• Given data:
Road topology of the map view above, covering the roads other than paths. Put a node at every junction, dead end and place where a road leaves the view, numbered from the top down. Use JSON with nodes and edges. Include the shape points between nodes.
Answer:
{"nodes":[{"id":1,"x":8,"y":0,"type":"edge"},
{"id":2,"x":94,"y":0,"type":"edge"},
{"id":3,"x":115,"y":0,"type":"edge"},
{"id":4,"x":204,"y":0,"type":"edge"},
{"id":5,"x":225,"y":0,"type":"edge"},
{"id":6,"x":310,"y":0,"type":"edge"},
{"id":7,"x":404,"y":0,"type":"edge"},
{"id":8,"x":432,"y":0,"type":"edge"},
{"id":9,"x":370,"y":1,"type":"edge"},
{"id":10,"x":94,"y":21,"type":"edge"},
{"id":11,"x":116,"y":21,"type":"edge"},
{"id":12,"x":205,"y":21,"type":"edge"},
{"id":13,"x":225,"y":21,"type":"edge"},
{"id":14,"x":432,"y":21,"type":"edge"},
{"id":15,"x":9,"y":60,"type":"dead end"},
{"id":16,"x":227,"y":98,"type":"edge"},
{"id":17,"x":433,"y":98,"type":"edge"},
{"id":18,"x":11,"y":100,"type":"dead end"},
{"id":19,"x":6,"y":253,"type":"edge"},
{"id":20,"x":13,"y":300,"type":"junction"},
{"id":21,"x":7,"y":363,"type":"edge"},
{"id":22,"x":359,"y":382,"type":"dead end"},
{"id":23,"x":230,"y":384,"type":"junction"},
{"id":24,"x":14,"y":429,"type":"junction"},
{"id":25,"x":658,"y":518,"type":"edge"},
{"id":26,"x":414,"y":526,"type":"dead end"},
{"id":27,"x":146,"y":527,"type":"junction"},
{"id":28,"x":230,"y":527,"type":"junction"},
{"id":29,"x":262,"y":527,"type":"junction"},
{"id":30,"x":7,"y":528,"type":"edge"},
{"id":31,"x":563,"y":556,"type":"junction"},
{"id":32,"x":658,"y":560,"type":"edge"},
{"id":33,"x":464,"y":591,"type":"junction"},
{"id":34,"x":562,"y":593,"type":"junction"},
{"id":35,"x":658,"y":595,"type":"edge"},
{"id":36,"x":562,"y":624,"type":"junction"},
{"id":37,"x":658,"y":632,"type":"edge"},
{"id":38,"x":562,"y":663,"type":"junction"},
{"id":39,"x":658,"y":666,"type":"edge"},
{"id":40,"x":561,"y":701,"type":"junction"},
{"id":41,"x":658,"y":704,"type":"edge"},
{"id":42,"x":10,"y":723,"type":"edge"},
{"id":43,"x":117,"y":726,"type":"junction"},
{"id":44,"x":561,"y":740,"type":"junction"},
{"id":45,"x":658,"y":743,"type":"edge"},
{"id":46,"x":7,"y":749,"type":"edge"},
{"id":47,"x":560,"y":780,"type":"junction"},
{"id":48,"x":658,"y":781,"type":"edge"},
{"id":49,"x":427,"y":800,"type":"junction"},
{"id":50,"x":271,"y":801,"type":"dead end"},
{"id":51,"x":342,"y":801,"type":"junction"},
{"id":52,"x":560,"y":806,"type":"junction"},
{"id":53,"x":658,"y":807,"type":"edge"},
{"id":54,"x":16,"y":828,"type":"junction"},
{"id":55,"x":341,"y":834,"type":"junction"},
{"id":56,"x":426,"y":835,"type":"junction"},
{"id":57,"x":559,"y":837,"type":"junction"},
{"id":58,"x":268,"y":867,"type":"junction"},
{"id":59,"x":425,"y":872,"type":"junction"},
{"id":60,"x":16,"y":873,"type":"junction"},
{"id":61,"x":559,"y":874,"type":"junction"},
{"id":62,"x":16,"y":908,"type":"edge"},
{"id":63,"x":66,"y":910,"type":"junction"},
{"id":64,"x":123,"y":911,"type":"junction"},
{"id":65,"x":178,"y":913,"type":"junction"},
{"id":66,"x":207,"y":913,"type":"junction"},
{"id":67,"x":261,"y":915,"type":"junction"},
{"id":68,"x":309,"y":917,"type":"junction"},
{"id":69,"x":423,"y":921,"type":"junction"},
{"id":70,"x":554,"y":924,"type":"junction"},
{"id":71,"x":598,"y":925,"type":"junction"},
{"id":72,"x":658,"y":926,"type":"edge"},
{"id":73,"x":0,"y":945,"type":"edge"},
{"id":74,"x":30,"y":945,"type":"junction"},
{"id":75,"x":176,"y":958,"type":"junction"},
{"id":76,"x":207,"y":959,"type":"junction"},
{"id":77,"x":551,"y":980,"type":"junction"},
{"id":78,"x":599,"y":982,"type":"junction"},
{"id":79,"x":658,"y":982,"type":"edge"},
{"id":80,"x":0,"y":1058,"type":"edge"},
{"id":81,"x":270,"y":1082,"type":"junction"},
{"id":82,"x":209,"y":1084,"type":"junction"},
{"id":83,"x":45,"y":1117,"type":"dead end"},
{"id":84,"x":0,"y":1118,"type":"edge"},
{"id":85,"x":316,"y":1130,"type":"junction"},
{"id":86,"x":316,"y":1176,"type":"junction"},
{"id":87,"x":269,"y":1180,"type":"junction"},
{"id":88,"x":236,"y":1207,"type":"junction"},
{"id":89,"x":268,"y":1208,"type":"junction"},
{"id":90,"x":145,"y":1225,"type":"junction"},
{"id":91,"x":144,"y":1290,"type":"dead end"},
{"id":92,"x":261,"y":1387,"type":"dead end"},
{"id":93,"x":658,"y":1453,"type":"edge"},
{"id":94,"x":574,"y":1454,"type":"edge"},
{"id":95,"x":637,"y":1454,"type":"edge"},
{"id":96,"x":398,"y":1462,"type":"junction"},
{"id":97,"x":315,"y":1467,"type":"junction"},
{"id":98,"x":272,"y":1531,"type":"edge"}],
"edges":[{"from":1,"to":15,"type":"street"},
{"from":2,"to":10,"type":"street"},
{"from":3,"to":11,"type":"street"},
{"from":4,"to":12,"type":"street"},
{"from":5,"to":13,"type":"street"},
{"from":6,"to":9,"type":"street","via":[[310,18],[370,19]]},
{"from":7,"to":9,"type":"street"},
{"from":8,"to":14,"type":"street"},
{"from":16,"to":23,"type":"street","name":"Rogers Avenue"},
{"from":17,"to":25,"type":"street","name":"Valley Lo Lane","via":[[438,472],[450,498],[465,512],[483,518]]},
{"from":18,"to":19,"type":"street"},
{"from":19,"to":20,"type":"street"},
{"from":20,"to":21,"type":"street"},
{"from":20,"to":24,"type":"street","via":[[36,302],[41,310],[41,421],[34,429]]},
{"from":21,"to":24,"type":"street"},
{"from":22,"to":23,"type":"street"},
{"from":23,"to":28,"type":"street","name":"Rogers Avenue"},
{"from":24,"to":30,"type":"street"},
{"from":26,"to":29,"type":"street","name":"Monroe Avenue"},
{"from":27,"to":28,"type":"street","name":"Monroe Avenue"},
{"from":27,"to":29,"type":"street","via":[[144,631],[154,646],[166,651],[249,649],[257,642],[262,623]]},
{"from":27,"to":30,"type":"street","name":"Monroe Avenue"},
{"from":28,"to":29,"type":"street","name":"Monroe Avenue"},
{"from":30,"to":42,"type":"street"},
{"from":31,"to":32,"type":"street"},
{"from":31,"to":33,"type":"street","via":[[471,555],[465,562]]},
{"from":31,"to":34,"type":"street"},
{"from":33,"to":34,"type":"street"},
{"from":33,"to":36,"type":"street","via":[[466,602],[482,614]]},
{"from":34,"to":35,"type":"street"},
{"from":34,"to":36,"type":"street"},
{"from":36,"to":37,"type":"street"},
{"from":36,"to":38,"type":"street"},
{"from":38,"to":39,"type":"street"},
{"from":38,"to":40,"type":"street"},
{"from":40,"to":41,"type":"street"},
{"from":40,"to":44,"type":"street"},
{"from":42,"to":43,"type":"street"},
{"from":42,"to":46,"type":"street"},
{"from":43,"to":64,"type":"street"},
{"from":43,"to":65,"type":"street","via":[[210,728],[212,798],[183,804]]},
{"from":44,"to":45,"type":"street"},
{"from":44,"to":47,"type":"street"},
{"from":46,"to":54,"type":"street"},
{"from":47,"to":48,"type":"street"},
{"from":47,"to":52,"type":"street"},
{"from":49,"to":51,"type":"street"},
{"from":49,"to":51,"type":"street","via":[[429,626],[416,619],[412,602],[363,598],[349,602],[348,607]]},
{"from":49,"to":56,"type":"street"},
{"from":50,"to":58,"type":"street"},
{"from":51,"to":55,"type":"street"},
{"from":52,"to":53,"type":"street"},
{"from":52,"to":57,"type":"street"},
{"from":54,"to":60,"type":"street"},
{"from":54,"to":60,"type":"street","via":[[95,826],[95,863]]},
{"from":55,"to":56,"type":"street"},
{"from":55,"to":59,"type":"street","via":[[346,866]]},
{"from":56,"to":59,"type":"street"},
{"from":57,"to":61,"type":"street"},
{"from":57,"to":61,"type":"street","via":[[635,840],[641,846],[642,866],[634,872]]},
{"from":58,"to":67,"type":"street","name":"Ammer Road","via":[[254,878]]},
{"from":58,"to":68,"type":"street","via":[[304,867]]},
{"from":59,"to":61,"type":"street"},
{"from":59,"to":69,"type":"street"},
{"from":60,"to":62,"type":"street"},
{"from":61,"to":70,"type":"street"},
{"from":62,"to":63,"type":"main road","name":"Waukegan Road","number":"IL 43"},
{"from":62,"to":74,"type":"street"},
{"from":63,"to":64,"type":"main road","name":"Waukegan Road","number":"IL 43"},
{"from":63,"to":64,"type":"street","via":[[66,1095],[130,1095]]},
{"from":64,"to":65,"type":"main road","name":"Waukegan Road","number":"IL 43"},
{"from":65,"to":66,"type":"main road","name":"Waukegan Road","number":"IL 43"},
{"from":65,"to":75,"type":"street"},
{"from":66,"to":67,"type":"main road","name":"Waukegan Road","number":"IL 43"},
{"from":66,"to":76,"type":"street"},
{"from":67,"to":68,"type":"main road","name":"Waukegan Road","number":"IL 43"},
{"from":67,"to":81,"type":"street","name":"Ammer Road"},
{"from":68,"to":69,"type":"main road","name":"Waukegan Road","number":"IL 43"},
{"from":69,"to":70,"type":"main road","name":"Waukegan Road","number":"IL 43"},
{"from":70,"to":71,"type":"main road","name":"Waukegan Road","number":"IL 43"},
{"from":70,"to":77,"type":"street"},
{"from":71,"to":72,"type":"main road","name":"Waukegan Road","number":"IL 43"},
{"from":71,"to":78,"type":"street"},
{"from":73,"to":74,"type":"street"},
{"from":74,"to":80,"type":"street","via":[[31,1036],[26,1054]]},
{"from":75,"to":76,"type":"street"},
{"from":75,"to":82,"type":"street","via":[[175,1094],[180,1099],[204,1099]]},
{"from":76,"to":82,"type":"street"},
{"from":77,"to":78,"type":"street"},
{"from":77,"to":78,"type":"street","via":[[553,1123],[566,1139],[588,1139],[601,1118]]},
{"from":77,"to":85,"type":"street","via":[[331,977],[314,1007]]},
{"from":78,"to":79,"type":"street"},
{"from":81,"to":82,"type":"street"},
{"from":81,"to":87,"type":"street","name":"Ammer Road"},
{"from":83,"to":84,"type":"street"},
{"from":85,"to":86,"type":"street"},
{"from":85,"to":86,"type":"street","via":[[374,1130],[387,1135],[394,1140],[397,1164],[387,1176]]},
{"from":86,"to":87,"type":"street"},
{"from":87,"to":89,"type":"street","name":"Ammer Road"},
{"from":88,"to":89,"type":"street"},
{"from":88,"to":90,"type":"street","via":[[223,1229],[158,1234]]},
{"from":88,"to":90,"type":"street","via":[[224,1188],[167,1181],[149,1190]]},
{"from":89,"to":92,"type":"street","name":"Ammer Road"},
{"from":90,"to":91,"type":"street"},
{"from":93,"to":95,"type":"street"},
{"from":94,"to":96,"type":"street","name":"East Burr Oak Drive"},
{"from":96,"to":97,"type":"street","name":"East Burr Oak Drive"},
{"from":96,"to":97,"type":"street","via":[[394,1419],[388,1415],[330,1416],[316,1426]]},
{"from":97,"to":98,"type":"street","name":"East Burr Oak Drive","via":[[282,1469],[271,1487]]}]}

• What needs to be done: Every line above that includes the word "edges" should be listed.

• The answer:
Road topology of the map view above, covering the roads other than paths. Put a node at every junction, dead end and place where a road leaves the view, numbered from the top down. Use JSON with nodes and edges. Include the shape points between nodes.
"edges":[{"from":1,"to":15,"type":"street"},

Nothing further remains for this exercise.